Exercise description. Take the data and return it in full. Change nothing.
Information shown section start
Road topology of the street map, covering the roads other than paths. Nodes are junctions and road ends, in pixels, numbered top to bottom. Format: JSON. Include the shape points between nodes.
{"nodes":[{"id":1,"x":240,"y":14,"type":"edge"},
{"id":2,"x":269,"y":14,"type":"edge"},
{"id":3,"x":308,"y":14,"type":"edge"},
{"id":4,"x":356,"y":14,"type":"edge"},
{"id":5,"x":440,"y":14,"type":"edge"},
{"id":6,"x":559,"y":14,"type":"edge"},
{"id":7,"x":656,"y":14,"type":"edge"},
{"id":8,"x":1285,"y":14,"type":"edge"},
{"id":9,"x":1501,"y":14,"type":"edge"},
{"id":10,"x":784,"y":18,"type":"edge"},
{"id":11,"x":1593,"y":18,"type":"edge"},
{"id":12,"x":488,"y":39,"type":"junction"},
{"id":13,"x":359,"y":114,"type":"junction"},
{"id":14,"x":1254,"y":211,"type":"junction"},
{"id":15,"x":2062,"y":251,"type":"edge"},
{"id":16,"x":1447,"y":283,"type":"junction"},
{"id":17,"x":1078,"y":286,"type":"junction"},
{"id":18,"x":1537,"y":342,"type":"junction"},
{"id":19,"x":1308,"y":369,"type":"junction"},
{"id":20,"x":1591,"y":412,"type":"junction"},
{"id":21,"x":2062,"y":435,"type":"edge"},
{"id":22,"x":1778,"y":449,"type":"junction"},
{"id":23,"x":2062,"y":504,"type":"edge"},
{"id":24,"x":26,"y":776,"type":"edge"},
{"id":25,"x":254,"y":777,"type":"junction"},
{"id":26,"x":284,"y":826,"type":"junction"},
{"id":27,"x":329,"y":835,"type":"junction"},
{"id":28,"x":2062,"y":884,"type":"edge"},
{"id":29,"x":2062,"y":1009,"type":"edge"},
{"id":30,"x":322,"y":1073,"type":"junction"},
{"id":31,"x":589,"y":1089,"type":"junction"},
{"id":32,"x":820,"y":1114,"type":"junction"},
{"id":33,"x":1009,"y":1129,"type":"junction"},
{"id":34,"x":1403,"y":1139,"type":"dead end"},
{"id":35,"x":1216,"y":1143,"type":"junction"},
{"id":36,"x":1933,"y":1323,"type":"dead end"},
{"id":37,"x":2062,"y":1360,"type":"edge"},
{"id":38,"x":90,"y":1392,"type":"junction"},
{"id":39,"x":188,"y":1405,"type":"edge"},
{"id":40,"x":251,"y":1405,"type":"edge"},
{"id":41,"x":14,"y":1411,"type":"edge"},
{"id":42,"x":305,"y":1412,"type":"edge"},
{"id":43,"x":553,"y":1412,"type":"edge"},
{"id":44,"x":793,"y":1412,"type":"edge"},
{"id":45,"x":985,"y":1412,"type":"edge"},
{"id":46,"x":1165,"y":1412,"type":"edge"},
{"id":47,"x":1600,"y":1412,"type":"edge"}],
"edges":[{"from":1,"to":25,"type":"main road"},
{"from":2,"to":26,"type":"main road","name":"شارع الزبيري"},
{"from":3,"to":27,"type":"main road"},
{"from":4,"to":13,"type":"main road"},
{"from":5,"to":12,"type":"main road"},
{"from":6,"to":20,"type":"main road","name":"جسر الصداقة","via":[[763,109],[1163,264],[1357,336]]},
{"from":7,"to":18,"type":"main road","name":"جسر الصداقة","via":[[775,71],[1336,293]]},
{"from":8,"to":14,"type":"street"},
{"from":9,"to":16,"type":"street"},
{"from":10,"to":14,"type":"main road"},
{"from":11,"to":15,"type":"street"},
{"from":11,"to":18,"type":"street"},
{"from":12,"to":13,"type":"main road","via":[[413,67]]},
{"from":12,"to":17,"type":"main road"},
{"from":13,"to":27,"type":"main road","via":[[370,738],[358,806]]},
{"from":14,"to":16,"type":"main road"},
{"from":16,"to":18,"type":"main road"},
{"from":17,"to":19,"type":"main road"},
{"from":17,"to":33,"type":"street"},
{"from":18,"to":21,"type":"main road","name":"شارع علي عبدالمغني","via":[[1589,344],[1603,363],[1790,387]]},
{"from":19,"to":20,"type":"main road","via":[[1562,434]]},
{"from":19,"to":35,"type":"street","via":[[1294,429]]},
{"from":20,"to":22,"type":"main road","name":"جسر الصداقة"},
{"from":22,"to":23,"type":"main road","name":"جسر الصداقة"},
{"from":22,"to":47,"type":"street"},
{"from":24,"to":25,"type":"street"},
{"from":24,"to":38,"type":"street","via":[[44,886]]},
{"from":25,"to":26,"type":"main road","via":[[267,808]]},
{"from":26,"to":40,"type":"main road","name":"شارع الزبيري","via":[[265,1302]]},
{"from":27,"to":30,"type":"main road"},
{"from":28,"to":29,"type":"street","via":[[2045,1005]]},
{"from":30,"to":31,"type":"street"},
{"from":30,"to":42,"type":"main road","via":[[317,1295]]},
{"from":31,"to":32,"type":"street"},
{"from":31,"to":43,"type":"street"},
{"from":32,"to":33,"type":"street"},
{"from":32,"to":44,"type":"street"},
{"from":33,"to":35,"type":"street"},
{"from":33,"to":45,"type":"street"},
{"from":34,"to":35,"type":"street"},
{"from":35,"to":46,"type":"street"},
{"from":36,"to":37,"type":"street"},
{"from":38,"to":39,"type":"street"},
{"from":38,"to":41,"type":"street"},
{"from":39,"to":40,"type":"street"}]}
Information shown section end
Answer to the problem.
Road topology of the street map, covering the roads other than paths. Nodes are junctions and road ends, in pixels, numbered top to bottom. Format: JSON. Include the shape points between nodes.
{"nodes":[{"id":1,"x":240,"y":14,"type":"edge"},
{"id":2,"x":269,"y":14,"type":"edge"},
{"id":3,"x":308,"y":14,"type":"edge"},
{"id":4,"x":356,"y":14,"type":"edge"},
{"id":5,"x":440,"y":14,"type":"edge"},
{"id":6,"x":559,"y":14,"type":"edge"},
{"id":7,"x":656,"y":14,"type":"edge"},
{"id":8,"x":1285,"y":14,"type":"edge"},
{"id":9,"x":1501,"y":14,"type":"edge"},
{"id":10,"x":784,"y":18,"type":"edge"},
{"id":11,"x":1593,"y":18,"type":"edge"},
{"id":12,"x":488,"y":39,"type":"junction"},
{"id":13,"x":359,"y":114,"type":"junction"},
{"id":14,"x":1254,"y":211,"type":"junction"},
{"id":15,"x":2062,"y":251,"type":"edge"},
{"id":16,"x":1447,"y":283,"type":"junction"},
{"id":17,"x":1078,"y":286,"type":"junction"},
{"id":18,"x":1537,"y":342,"type":"junction"},
{"id":19,"x":1308,"y":369,"type":"junction"},
{"id":20,"x":1591,"y":412,"type":"junction"},
{"id":21,"x":2062,"y":435,"type":"edge"},
{"id":22,"x":1778,"y":449,"type":"junction"},
{"id":23,"x":2062,"y":504,"type":"edge"},
{"id":24,"x":26,"y":776,"type":"edge"},
{"id":25,"x":254,"y":777,"type":"junction"},
{"id":26,"x":284,"y":826,"type":"junction"},
{"id":27,"x":329,"y":835,"type":"junction"},
{"id":28,"x":2062,"y":884,"type":"edge"},
{"id":29,"x":2062,"y":1009,"type":"edge"},
{"id":30,"x":322,"y":1073,"type":"junction"},
{"id":31,"x":589,"y":1089,"type":"junction"},
{"id":32,"x":820,"y":1114,"type":"junction"},
{"id":33,"x":1009,"y":1129,"type":"junction"},
{"id":34,"x":1403,"y":1139,"type":"dead end"},
{"id":35,"x":1216,"y":1143,"type":"junction"},
{"id":36,"x":1933,"y":1323,"type":"dead end"},
{"id":37,"x":2062,"y":1360,"type":"edge"},
{"id":38,"x":90,"y":1392,"type":"junction"},
{"id":39,"x":188,"y":1405,"type":"edge"},
{"id":40,"x":251,"y":1405,"type":"edge"},
{"id":41,"x":14,"y":1411,"type":"edge"},
{"id":42,"x":305,"y":1412,"type":"edge"},
{"id":43,"x":553,"y":1412,"type":"edge"},
{"id":44,"x":793,"y":1412,"type":"edge"},
{"id":45,"x":985,"y":1412,"type":"edge"},
{"id":46,"x":1165,"y":1412,"type":"edge"},
{"id":47,"x":1600,"y":1412,"type":"edge"}],
"edges":[{"from":1,"to":25,"type":"main road"},
{"from":2,"to":26,"type":"main road","name":"شارع الزبيري"},
{"from":3,"to":27,"type":"main road"},
{"from":4,"to":13,"type":"main road"},
{"from":5,"to":12,"type":"main road"},
{"from":6,"to":20,"type":"main road","name":"جسر الصداقة","via":[[763,109],[1163,264],[1357,336]]},
{"from":7,"to":18,"type":"main road","name":"جسر الصداقة","via":[[775,71],[1336,293]]},
{"from":8,"to":14,"type":"street"},
{"from":9,"to":16,"type":"street"},
{"from":10,"to":14,"type":"main road"},
{"from":11,"to":15,"type":"street"},
{"from":11,"to":18,"type":"street"},
{"from":12,"to":13,"type":"main road","via":[[413,67]]},
{"from":12,"to":17,"type":"main road"},
{"from":13,"to":27,"type":"main road","via":[[370,738],[358,806]]},
{"from":14,"to":16,"type":"main road"},
{"from":16,"to":18,"type":"main road"},
{"from":17,"to":19,"type":"main road"},
{"from":17,"to":33,"type":"street"},
{"from":18,"to":21,"type":"main road","name":"شارع علي عبدالمغني","via":[[1589,344],[1603,363],[1790,387]]},
{"from":19,"to":20,"type":"main road","via":[[1562,434]]},
{"from":19,"to":35,"type":"street","via":[[1294,429]]},
{"from":20,"to":22,"type":"main road","name":"جسر الصداقة"},
{"from":22,"to":23,"type":"main road","name":"جسر الصداقة"},
{"from":22,"to":47,"type":"street"},
{"from":24,"to":25,"type":"street"},
{"from":24,"to":38,"type":"street","via":[[44,886]]},
{"from":25,"to":26,"type":"main road","via":[[267,808]]},
{"from":26,"to":40,"type":"main road","name":"شارع الزبيري","via":[[265,1302]]},
{"from":27,"to":30,"type":"main road"},
{"from":28,"to":29,"type":"street","via":[[2045,1005]]},
{"from":30,"to":31,"type":"street"},
{"from":30,"to":42,"type":"main road","via":[[317,1295]]},
{"from":31,"to":32,"type":"street"},
{"from":31,"to":43,"type":"street"},
{"from":32,"to":33,"type":"street"},
{"from":32,"to":44,"type":"street"},
{"from":33,"to":35,"type":"street"},
{"from":33,"to":45,"type":"street"},
{"from":34,"to":35,"type":"street"},
{"from":35,"to":46,"type":"street"},
{"from":36,"to":37,"type":"street"},
{"from":38,"to":39,"type":"street"},
{"from":38,"to":41,"type":"street"},
{"from":39,"to":40,"type":"street"}]}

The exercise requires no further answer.